José Renato Nalini
Não imagino o que seja deixar de ler. Ou não gostar de leitura. Ou conseguir viver sem ler um livro.
O livro “Escrever é muito perigoso”, da polonesa Olga Tokarczuk, é inspirador. Além de enfatizar a concepção de que é impossível cogitar de um ser humano desvinculado da natureza, pois tudo é natureza, comprova também que a leitura é essencial à saúde mental.
Quando recebeu o Nobel de Literatura em 2018, ela pronunciou belo discurso, que intitulou “O Narrador Sensível” e que incluiu no livro “Escrever é muito perigoso”. O texto enfatiza que só os seres humanos, dentre todas as demais espécies, conseguiram adquirir “a misteriosa capacidade de ler, ou seja, abandonar a realidade que lhe foi dada, embora só mental e temporariamente. A cada vez que abrimos um livro, entre o olho e a superfície de papel acontece um milagre”.

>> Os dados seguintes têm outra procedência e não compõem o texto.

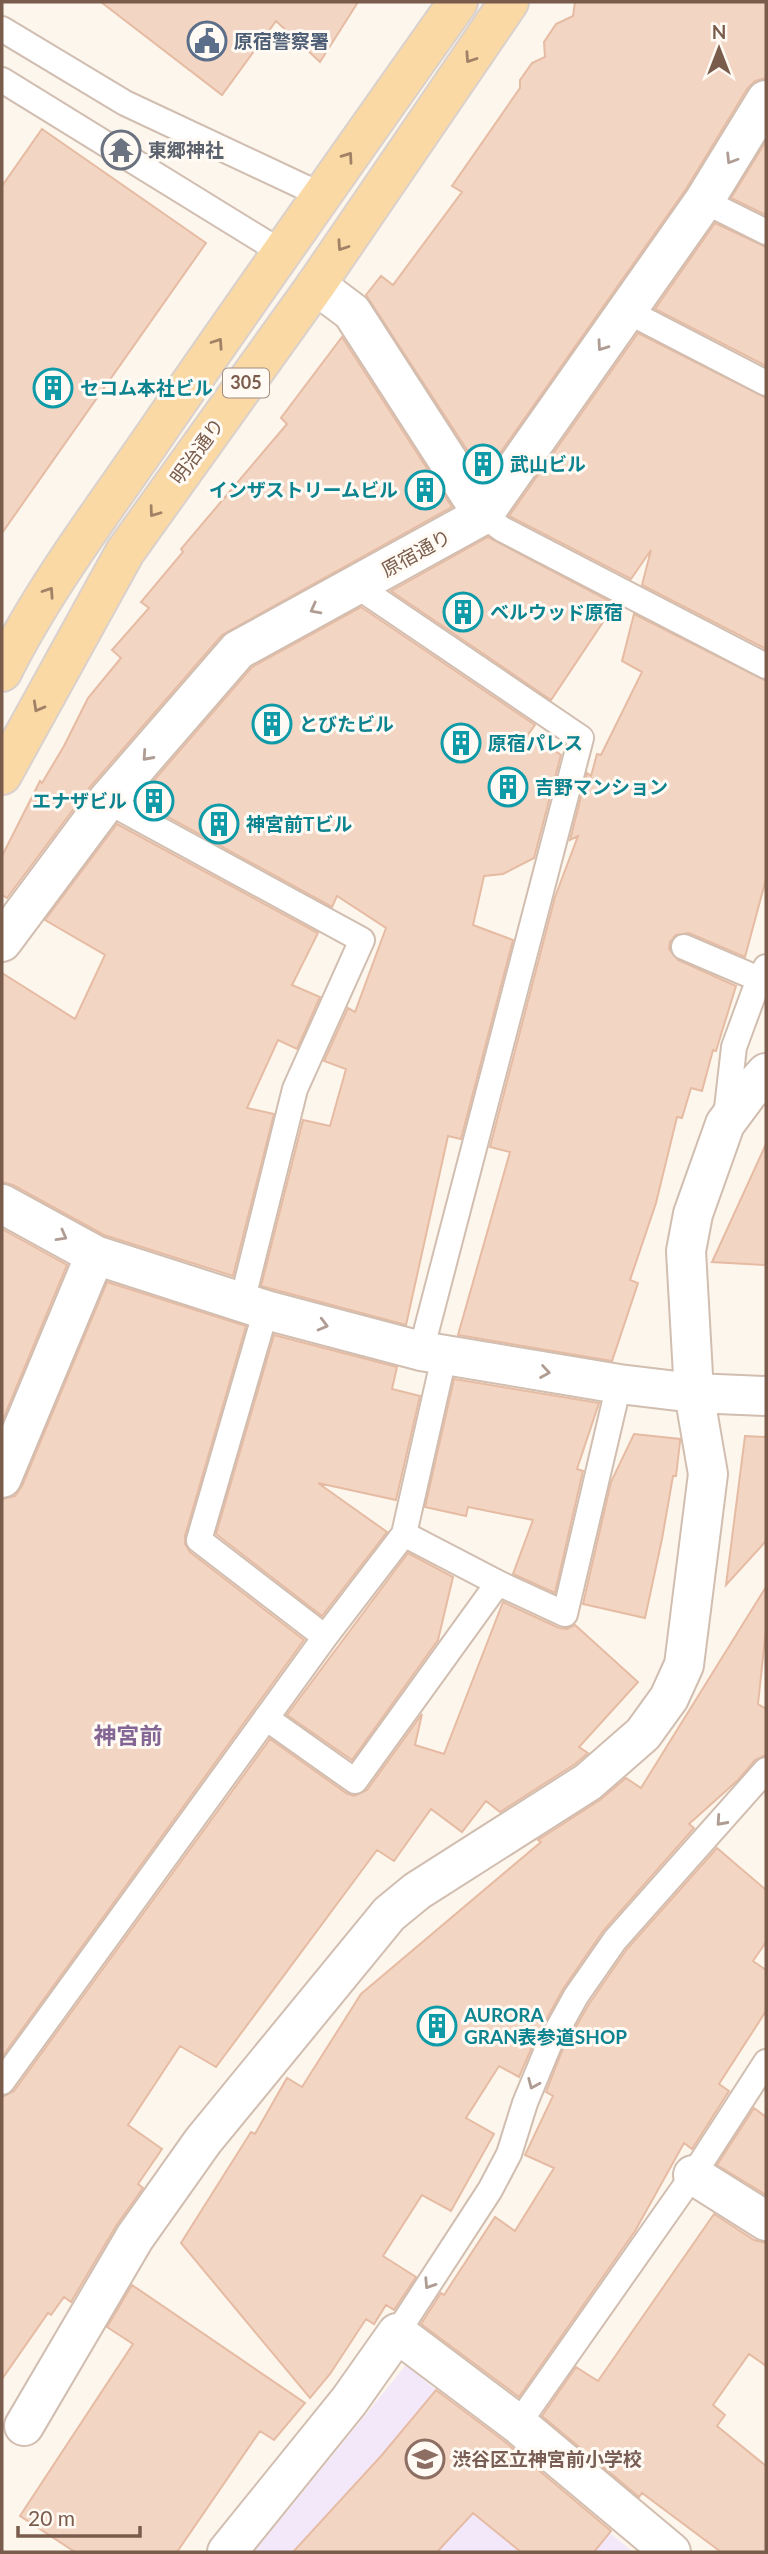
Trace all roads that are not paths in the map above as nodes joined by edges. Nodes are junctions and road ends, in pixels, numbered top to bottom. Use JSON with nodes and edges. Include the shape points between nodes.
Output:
{"nodes":[{"id":1,"x":458,"y":2,"type":"edge"},
{"id":2,"x":509,"y":2,"type":"edge"},
{"id":3,"x":2,"y":29,"type":"edge"},
{"id":4,"x":2,"y":80,"type":"edge"},
{"id":5,"x":766,"y":100,"type":"edge"},
{"id":6,"x":321,"y":195,"type":"junction"},
{"id":7,"x":704,"y":201,"type":"junction"},
{"id":8,"x":766,"y":232,"type":"edge"},
{"id":9,"x":281,"y":252,"type":"junction"},
{"id":10,"x":316,"y":285,"type":"junction"},
{"id":11,"x":627,"y":311,"type":"junction"},
{"id":12,"x":766,"y":383,"type":"edge"},
{"id":13,"x":483,"y":515,"type":"junction"},
{"id":14,"x":357,"y":586,"type":"junction"},
{"id":15,"x":11,"y":629,"type":"edge"},
{"id":16,"x":766,"y":666,"type":"edge"},
{"id":17,"x":2,"y":672,"type":"edge"},
{"id":18,"x":2,"y":775,"type":"edge"},
{"id":19,"x":107,"y":801,"type":"junction"},
{"id":20,"x":2,"y":942,"type":"edge"},
{"id":21,"x":684,"y":947,"type":"dead end"},
{"id":22,"x":762,"y":973,"type":"edge"},
{"id":23,"x":766,"y":1073,"type":"edge"},
{"id":24,"x":725,"y":1124,"type":"junction"},
{"id":25,"x":2,"y":1204,"type":"edge"},
{"id":26,"x":95,"y":1255,"type":"junction"},
{"id":27,"x":254,"y":1306,"type":"junction"},
{"id":28,"x":433,"y":1354,"type":"junction"},
{"id":29,"x":618,"y":1384,"type":"junction"},
{"id":30,"x":694,"y":1392,"type":"junction"},
{"id":31,"x":766,"y":1396,"type":"edge"},
{"id":32,"x":2,"y":1478,"type":"edge"},
{"id":33,"x":404,"y":1534,"type":"junction"},
{"id":34,"x":498,"y":1583,"type":"junction"},
{"id":35,"x":325,"y":1637,"type":"junction"},
{"id":36,"x":266,"y":1718,"type":"junction"},
{"id":37,"x":766,"y":1770,"type":"edge"},
{"id":38,"x":766,"y":2062,"type":"edge"},
{"id":39,"x":2,"y":2082,"type":"edge"},
{"id":40,"x":693,"y":2175,"type":"junction"},
{"id":41,"x":766,"y":2221,"type":"edge"},
{"id":42,"x":397,"y":2333,"type":"junction"},
{"id":43,"x":518,"y":2424,"type":"junction"},
{"id":44,"x":24,"y":2426,"type":"dead end"},
{"id":45,"x":227,"y":2552,"type":"edge"},
{"id":46,"x":671,"y":2552,"type":"edge"}],
"edges":[{"from":6,"to":1,"type":"main road","number":"305","one_way":true},
{"from":2,"to":10,"type":"main road","name":"明治通り","number":"305","one_way":true},
{"from":3,"to":6,"type":"lane","via":[[125,103]]},
{"from":4,"to":9,"type":"lane"},
{"from":5,"to":7,"type":"street","name":"原宿通り","one_way":true},
{"from":6,"to":9,"type":"main road","number":"305"},
{"from":7,"to":8,"type":"lane"},
{"from":7,"to":11,"type":"street","name":"原宿通り"},
{"from":15,"to":9,"type":"main road","number":"305","one_way":true},
{"from":10,"to":13,"type":"street","via":[[352,312]]},
{"from":10,"to":18,"type":"main road","name":"明治通り","number":"305","one_way":true,"via":[[125,552]]},
{"from":11,"to":12,"type":"lane"},
{"from":11,"to":13,"type":"street","name":"原宿通り","one_way":true},
{"from":13,"to":14,"type":"street","name":"原宿通り"},
{"from":13,"to":16,"type":"lane"},
{"from":14,"to":19,"type":"street","name":"原宿通り","one_way":true,"via":[[238,650]]},
{"from":14,"to":28,"type":"lane","via":[[581,738]]},
{"from":15,"to":17,"type":"main road","number":"305"},
{"from":19,"to":20,"type":"street","name":"原宿通り"},
{"from":19,"to":27,"type":"lane","via":[[362,940],[295,1089]]},
{"from":21,"to":22,"type":"lane"},
{"from":22,"to":24,"type":"lane","via":[[734,1046]]},
{"from":23,"to":24,"type":"street"},
{"from":24,"to":30,"type":"street","via":[[685,1251]]},
{"from":25,"to":26,"type":"street","one_way":true},
{"from":26,"to":27,"type":"street"},
{"from":26,"to":32,"type":"street"},
{"from":27,"to":28,"type":"street","one_way":true},
{"from":27,"to":35,"type":"lane","via":[[199,1540]]},
{"from":28,"to":29,"type":"street","one_way":true},
{"from":28,"to":33,"type":"lane"},
{"from":29,"to":30,"type":"street"},
{"from":29,"to":34,"type":"lane","via":[[565,1614]]},
{"from":30,"to":31,"type":"street"},
{"from":30,"to":44,"type":"street","via":[[708,1474],[684,1665],[669,1698],[643,1734],[588,1782],[389,1913],[203,2141],[135,2237]]},
{"from":33,"to":34,"type":"lane"},
{"from":33,"to":35,"type":"lane"},
{"from":34,"to":36,"type":"lane","via":[[355,1781]]},
{"from":35,"to":36,"type":"lane"},
{"from":36,"to":39,"type":"lane"},
{"from":37,"to":42,"type":"lane","one_way":true,"via":[[615,1940],[576,1996],[525,2103],[509,2154]]},
{"from":38,"to":40,"type":"lane"},
{"from":40,"to":41,"type":"street"},
{"from":40,"to":43,"type":"lane"},
{"from":42,"to":43,"type":"street"},
{"from":42,"to":45,"type":"street","via":[[349,2401]]},
{"from":43,"to":46,"type":"street"}]}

Esse milagre é vivenciado por quem não consegue deixar de ler. Sou um desses animais leitores, treinados desde a mais tenra infância, por uma amorosa educadora, empenhada em fazer o filho descortinar horizontes muito mais amplos, mais complexos e mais apaixonantes do que aquele que lhe era possível propiciar. Devo à minha mãe essa paixão pela leitura. Minha mais adorável mania e permanente ocupação.

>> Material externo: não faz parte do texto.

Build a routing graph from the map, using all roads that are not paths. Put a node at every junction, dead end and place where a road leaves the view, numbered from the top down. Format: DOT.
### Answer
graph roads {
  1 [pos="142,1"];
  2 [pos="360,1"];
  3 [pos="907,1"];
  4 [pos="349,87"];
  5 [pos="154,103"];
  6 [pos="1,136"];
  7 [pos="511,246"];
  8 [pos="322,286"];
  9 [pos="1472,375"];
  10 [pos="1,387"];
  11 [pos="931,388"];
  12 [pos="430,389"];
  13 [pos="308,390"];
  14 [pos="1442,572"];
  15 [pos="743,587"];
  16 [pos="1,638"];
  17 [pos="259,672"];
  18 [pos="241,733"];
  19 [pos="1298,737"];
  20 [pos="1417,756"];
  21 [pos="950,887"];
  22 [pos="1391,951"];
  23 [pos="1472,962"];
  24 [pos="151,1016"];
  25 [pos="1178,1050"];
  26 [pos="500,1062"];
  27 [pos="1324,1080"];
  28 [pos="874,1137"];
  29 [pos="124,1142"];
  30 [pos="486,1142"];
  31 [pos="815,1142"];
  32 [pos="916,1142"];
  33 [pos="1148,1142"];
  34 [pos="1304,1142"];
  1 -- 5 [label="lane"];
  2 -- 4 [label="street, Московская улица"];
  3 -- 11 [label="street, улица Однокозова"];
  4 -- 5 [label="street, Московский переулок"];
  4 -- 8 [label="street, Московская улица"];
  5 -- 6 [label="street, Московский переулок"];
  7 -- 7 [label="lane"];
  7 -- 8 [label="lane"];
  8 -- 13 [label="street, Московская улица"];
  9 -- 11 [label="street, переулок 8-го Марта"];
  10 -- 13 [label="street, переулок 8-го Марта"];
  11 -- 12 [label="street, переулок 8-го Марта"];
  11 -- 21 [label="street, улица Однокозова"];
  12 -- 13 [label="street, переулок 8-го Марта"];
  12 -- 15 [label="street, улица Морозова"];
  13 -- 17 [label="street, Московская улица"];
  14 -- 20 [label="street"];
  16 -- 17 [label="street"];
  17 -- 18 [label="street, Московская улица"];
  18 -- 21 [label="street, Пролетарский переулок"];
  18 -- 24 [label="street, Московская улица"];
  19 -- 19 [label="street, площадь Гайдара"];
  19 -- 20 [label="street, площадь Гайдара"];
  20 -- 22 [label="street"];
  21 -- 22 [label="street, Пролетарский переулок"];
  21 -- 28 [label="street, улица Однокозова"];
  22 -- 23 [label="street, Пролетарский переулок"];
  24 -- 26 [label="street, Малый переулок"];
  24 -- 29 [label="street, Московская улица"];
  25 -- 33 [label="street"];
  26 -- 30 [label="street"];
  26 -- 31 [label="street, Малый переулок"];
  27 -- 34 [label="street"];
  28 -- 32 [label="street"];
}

Compreendo e assimilo bem o que Olga quer dizer com “milagre”: “Vemos sequências de letras, mas quando as percorremos com a visão, nosso cérebro as transforma em imagens, pensamentos, cheiros, vozes. Antes, é uma questão de paisagens, aromas e sons que esses signos são capazes de emanar”.

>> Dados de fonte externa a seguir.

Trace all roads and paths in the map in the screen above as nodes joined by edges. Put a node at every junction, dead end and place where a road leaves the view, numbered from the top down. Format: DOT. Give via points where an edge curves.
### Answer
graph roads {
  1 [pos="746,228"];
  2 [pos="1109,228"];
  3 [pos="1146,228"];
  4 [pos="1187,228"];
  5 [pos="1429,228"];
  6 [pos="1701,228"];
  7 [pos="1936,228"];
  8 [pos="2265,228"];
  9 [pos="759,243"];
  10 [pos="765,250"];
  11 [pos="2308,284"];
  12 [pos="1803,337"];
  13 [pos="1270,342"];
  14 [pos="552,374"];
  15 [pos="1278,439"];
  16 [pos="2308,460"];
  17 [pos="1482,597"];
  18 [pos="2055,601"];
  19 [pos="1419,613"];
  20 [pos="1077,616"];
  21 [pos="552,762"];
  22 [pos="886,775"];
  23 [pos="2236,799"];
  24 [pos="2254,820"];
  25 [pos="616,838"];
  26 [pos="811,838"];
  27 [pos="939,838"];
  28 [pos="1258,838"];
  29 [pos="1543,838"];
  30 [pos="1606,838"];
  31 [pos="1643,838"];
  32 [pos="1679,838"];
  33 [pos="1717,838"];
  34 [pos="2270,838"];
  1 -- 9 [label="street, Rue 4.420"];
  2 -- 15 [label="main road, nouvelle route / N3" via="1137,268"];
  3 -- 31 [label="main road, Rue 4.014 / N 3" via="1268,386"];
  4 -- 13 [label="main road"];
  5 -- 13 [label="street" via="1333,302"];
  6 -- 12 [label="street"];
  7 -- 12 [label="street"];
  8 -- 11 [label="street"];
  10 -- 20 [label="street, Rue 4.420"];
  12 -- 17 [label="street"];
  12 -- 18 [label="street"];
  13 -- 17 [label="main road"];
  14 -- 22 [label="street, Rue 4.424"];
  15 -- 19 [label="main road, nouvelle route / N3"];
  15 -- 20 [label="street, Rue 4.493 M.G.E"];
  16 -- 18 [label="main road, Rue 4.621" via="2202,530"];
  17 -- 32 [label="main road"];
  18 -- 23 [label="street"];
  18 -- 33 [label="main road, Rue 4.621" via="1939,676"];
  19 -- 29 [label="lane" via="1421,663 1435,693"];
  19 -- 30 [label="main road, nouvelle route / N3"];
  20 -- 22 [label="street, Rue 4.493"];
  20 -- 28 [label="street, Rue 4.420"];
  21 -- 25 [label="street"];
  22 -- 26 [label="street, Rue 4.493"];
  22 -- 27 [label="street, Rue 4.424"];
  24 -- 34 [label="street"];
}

Tenho conhecido, ao longo de minha já longeva caminhada, pessoas admiráveis, lendo suas biografias e, principalmente, suas autobiografias. Pessoas que nunca poderia encontrar de verdade, porque já se foram. Mas cujo pensamento, sonhos, aspirações e angústias posso concretamente sorver, se me dedicar à leitura. Essa ferramenta milagrosa, a literatura, é capaz de nos transportar para além de quem somos, ampliar até o infinito a capacidade da imaginação, “a louca da casa”, como dizia Santo Agostinho. Esse exercício gratuito, cuja prática só depende de nós mesmos, tem o potencial de abrir as portas da percepção para experiências inacreditáveis, propiciar a façanha de nos colocar em lugares e mentes até então desconhecidos, tudo condicionado a algo de que só eu tenho as chaves: a minha vontade. Sou beneficiado, de forma incessante, por esse milagre chamado leitura.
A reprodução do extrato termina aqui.